There's still a major lack of communication happening.

------
glibgil
Just a reminder that some languages and implementations never make it to their
next big version. Perl 6 never broke. hhvm has not made everyone forget about
PHP 5. Sometimes a language peaks when you are still in the mediocre (or
horrible) implementation days. Unfortunately it is probably safer to bet
against Python 3 and Python in general in the long run. If anyone has
misgivings you should switch to a different language entirely.

I would suggest the follow in order of interest to you and your pay grade:

Haskell: Runtime is great and fast. Great syntax (but alien to most). Many
hard problems have been solved with fantastic libraries.

JavaScript: V8 and Node.js make a great runtime implementation. Sweet.js will
let you fix all the warts of the language.

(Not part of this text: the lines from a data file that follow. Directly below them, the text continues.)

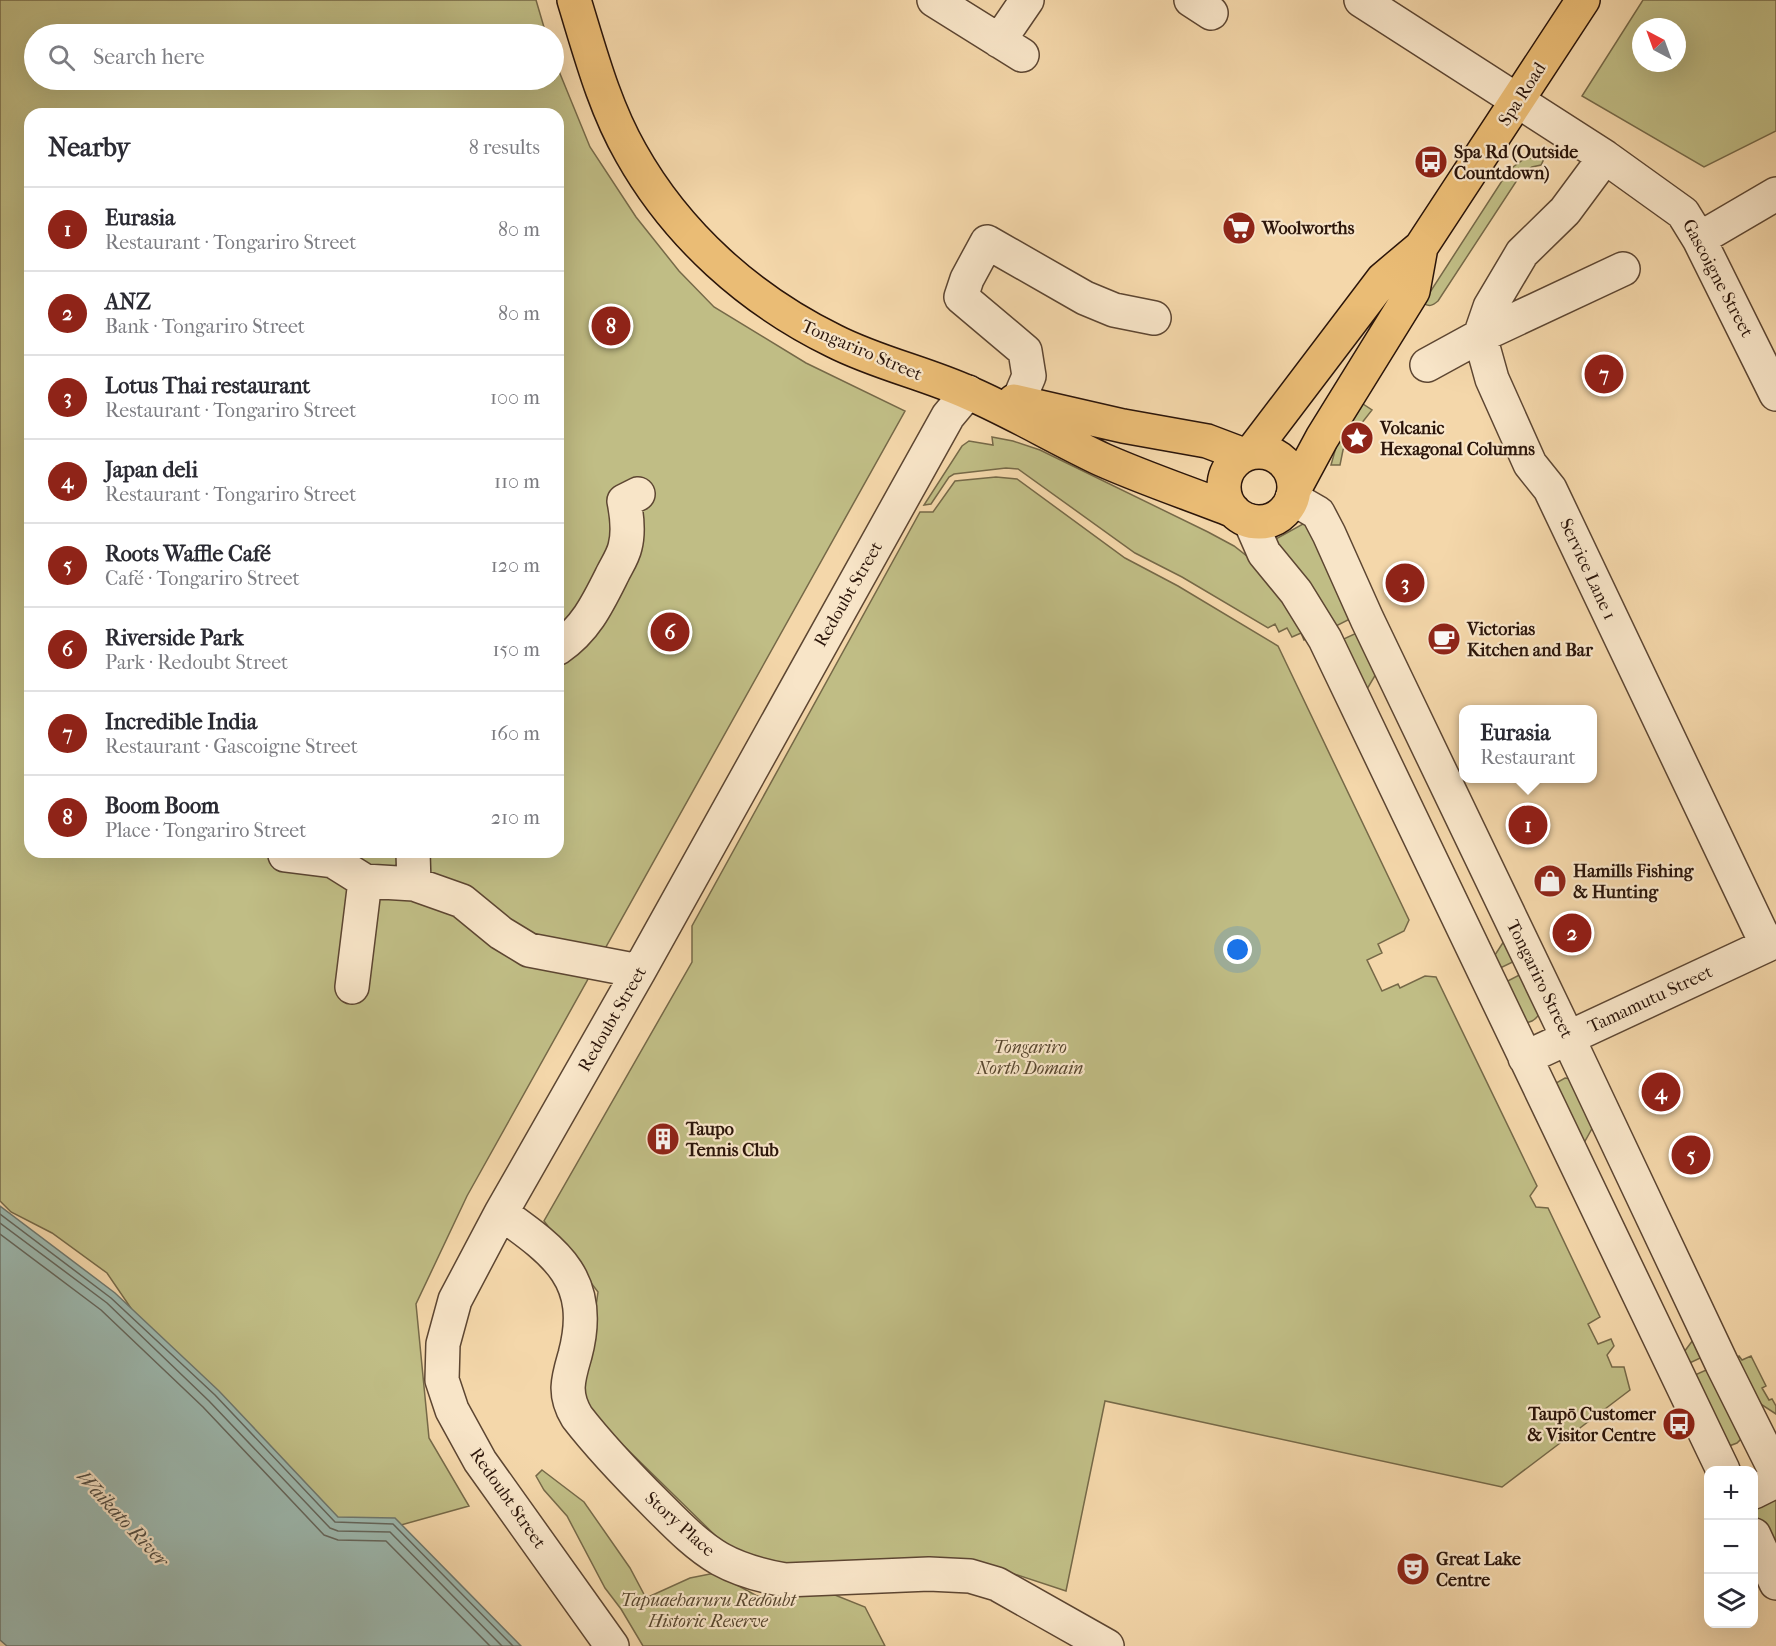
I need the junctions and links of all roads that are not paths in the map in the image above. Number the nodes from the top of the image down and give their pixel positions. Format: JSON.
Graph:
{"nodes":[{"id":1,"x":574,"y":0,"type":"edge"},
{"id":2,"x":934,"y":0,"type":"edge"},
{"id":3,"x":1027,"y":0,"type":"edge"},
{"id":4,"x":1361,"y":0,"type":"edge"},
{"id":5,"x":1583,"y":0,"type":"edge"},
{"id":6,"x":1518,"y":101,"type":"junction"},
{"id":7,"x":1605,"y":158,"type":"junction"},
{"id":8,"x":1776,"y":194,"type":"edge"},
{"id":9,"x":1699,"y":239,"type":"junction"},
{"id":10,"x":1421,"y":247,"type":"junction"},
{"id":11,"x":1623,"y":269,"type":"dead end"},
{"id":12,"x":1154,"y":318,"type":"dead end"},
{"id":13,"x":1480,"y":336,"type":"junction"},
{"id":14,"x":1427,"y":365,"type":"dead end"},
{"id":15,"x":968,"y":392,"type":"junction"},
{"id":16,"x":1776,"y":394,"type":"edge"},
{"id":17,"x":1018,"y":402,"type":"junction"},
{"id":18,"x":1248,"y":454,"type":"junction"},
{"id":19,"x":638,"y":494,"type":"dead end"},
{"id":20,"x":1293,"y":494,"type":"junction"},
{"id":21,"x":1242,"y":516,"type":"junction"},
{"id":22,"x":564,"y":644,"type":"edge"},
{"id":23,"x":309,"y":858,"type":"edge"},
{"id":24,"x":413,"y":858,"type":"edge"},
{"id":25,"x":365,"y":881,"type":"junction"},
{"id":26,"x":414,"y":884,"type":"junction"},
{"id":27,"x":1772,"y":943,"type":"edge"},
{"id":28,"x":639,"y":971,"type":"junction"},
{"id":29,"x":352,"y":987,"type":"dead end"},
{"id":30,"x":1568,"y":1038,"type":"junction"},
{"id":31,"x":1525,"y":1059,"type":"junction"},
{"id":32,"x":501,"y":1213,"type":"junction"},
{"id":33,"x":1772,"y":1452,"type":"edge"},
{"id":34,"x":1721,"y":1466,"type":"edge"},
{"id":35,"x":1728,"y":1466,"type":"edge"},
{"id":36,"x":1776,"y":1481,"type":"edge"},
{"id":37,"x":1758,"y":1490,"type":"edge"},
{"id":38,"x":1758,"y":1544,"type":"edge"},
{"id":39,"x":1776,"y":1583,"type":"edge"},
{"id":40,"x":612,"y":1646,"type":"edge"},
{"id":41,"x":1107,"y":1646,"type":"edge"}],
"edges":[{"from":1,"to":15,"type":"main road","name":"Tongariro Street"},
{"from":2,"to":3,"type":"street"},
{"from":4,"to":6,"type":"street","name":"Gascoigne Street"},
{"from":5,"to":6,"type":"main road","name":"Spa Road"},
{"from":6,"to":7,"type":"street","name":"Gascoigne Street"},
{"from":6,"to":10,"type":"main road","name":"Spa Road"},
{"from":7,"to":9,"type":"street","name":"Gascoigne Street"},
{"from":7,"to":13,"type":"street"},
{"from":8,"to":9,"type":"street"},
{"from":9,"to":16,"type":"street","name":"Gascoigne Street"},
{"from":10,"to":18,"type":"main road","name":"Spa Road"},
{"from":10,"to":20,"type":"main road","name":"Spa Road"},
{"from":11,"to":13,"type":"street"},
{"from":12,"to":17,"type":"street"},
{"from":13,"to":14,"type":"street"},
{"from":13,"to":27,"type":"street","name":"Service Lane 1"},
{"from":15,"to":17,"type":"main road","name":"Tongariro Street"},
{"from":15,"to":21,"type":"main road","name":"Tongariro Street"},
{"from":15,"to":28,"type":"street","name":"Redoubt Street"},
{"from":17,"to":18,"type":"main road","name":"Tongariro Street"},
{"from":18,"to":20,"type":"main road"},
{"from":18,"to":21,"type":"main road"},
{"from":19,"to":22,"type":"street"},
{"from":20,"to":21,"type":"main road"},
{"from":20,"to":30,"type":"street","name":"Tongariro Street"},
{"from":21,"to":31,"type":"street"},
{"from":23,"to":25,"type":"street"},
{"from":24,"to":26,"type":"street"},
{"from":25,"to":26,"type":"street"},
{"from":25,"to":29,"type":"street"},
{"from":26,"to":28,"type":"street"},
{"from":27,"to":30,"type":"street","name":"Tamamutu Street"},
{"from":28,"to":32,"type":"street","name":"Redoubt Street"},
{"from":30,"to":31,"type":"street","name":"Tamamutu Street"},
{"from":30,"to":33,"type":"street","name":"Tongariro Street"},
{"from":31,"to":34,"type":"street"},
{"from":32,"to":40,"type":"street","name":"Redoubt Street"},
{"from":32,"to":41,"type":"street","name":"Story Place"},
{"from":33,"to":35,"type":"street"},
{"from":36,"to":37,"type":"street"},
{"from":38,"to":39,"type":"street"}]}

Lua: Fast runtime in either of the major implementations (Lua 5 or LuaJIT).
Python is never going to beat it. Python is said to have nice syntax, but if
you like to use ternary operators in Python or multi-expression lambdas
(impossible) your Python code will be ugly anyway. So, if you care about
syntax use Haskell or Sweet.js. If you are using Python you are actually in
syntax hell and Lua will be a relief.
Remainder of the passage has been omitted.